┏━━

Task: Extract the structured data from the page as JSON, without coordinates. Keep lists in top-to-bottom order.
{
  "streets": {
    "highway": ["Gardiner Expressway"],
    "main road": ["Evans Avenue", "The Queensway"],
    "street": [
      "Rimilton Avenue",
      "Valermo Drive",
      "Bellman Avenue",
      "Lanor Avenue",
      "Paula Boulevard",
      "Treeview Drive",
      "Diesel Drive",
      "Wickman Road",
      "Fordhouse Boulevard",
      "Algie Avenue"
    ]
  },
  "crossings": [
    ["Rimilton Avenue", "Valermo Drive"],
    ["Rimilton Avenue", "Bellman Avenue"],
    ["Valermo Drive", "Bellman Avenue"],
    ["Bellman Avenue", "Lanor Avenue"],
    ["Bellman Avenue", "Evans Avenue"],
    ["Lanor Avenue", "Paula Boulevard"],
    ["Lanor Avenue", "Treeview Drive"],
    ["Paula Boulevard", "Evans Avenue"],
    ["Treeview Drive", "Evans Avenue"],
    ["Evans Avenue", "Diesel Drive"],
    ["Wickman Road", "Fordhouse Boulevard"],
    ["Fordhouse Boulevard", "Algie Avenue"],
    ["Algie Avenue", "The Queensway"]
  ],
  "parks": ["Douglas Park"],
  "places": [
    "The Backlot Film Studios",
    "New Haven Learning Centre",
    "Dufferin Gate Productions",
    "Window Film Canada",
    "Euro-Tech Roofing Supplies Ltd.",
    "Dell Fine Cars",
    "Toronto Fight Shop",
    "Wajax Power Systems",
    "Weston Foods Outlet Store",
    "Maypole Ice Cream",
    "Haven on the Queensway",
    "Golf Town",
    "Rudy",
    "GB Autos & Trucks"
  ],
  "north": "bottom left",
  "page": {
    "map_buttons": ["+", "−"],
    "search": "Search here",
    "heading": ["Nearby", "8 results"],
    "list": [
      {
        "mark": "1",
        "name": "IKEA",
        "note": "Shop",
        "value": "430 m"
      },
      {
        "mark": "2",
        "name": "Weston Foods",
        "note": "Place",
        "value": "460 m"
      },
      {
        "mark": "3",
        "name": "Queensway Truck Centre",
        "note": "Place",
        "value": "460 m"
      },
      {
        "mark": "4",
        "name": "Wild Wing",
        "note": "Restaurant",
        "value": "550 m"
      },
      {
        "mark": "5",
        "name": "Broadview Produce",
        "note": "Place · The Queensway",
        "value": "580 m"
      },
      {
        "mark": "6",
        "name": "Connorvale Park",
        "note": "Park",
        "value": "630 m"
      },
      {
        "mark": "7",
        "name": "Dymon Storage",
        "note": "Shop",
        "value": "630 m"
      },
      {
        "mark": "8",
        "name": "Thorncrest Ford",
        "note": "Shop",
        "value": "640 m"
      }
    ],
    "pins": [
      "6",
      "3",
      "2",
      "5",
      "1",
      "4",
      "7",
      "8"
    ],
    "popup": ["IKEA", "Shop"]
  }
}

┗━━

Your assignment:
Output each record above exactly, omitting nothing.

Completed task:
Task: Extract the structured data from the page as JSON, without coordinates. Keep lists in top-to-bottom order.
{
  "streets": {
    "highway": ["Gardiner Expressway"],
    "main road": ["Evans Avenue", "The Queensway"],
    "street": [
      "Rimilton Avenue",
      "Valermo Drive",
      "Bellman Avenue",
      "Lanor Avenue",
      "Paula Boulevard",
      "Treeview Drive",
      "Diesel Drive",
      "Wickman Road",
      "Fordhouse Boulevard",
      "Algie Avenue"
    ]
  },
  "crossings": [
    ["Rimilton Avenue", "Valermo Drive"],
    ["Rimilton Avenue", "Bellman Avenue"],
    ["Valermo Drive", "Bellman Avenue"],
    ["Bellman Avenue", "Lanor Avenue"],
    ["Bellman Avenue", "Evans Avenue"],
    ["Lanor Avenue", "Paula Boulevard"],
    ["Lanor Avenue", "Treeview Drive"],
    ["Paula Boulevard", "Evans Avenue"],
    ["Treeview Drive", "Evans Avenue"],
    ["Evans Avenue", "Diesel Drive"],
    ["Wickman Road", "Fordhouse Boulevard"],
    ["Fordhouse Boulevard", "Algie Avenue"],
    ["Algie Avenue", "The Queensway"]
  ],
  "parks": ["Douglas Park"],
  "places": [
    "The Backlot Film Studios",
    "New Haven Learning Centre",
    "Dufferin Gate Productions",
    "Window Film Canada",
    "Euro-Tech Roofing Supplies Ltd.",
    "Dell Fine Cars",
    "Toronto Fight Shop",
    "Wajax Power Systems",
    "Weston Foods Outlet Store",
    "Maypole Ice Cream",
    "Haven on the Queensway",
    "Golf Town",
    "Rudy",
    "GB Autos & Trucks"
  ],
  "north": "bottom left",
  "page": {
    "map_buttons": ["+", "−"],
    "search": "Search here",
    "heading": ["Nearby", "8 results"],
    "list": [
      {
        "mark": "1",
        "name": "IKEA",
        "note": "Shop",
        "value": "430 m"
      },
      {
        "mark": "2",
        "name": "Weston Foods",
        "note": "Place",
        "value": "460 m"
      },
      {
        "mark": "3",
        "name": "Queensway Truck Centre",
        "note": "Place",
        "value": "460 m"
      },
      {
        "mark": "4",
        "name": "Wild Wing",
        "note": "Restaurant",
        "value": "550 m"
      },
      {
        "mark": "5",
        "name": "Broadview Produce",
        "note": "Place · The Queensway",
        "value": "580 m"
      },
      {
        "mark": "6",
        "name": "Connorvale Park",
        "note": "Park",
        "value": "630 m"
      },
      {
        "mark": "7",
        "name": "Dymon Storage",
        "note": "Shop",
        "value": "630 m"
      },
      {
        "mark": "8",
        "name": "Thorncrest Ford",
        "note": "Shop",
        "value": "640 m"
      }
    ],
    "pins": [
      "6",
      "3",
      "2",
      "5",
      "1",
      "4",
      "7",
      "8"
    ],
    "popup": ["IKEA", "Shop"]
  }
}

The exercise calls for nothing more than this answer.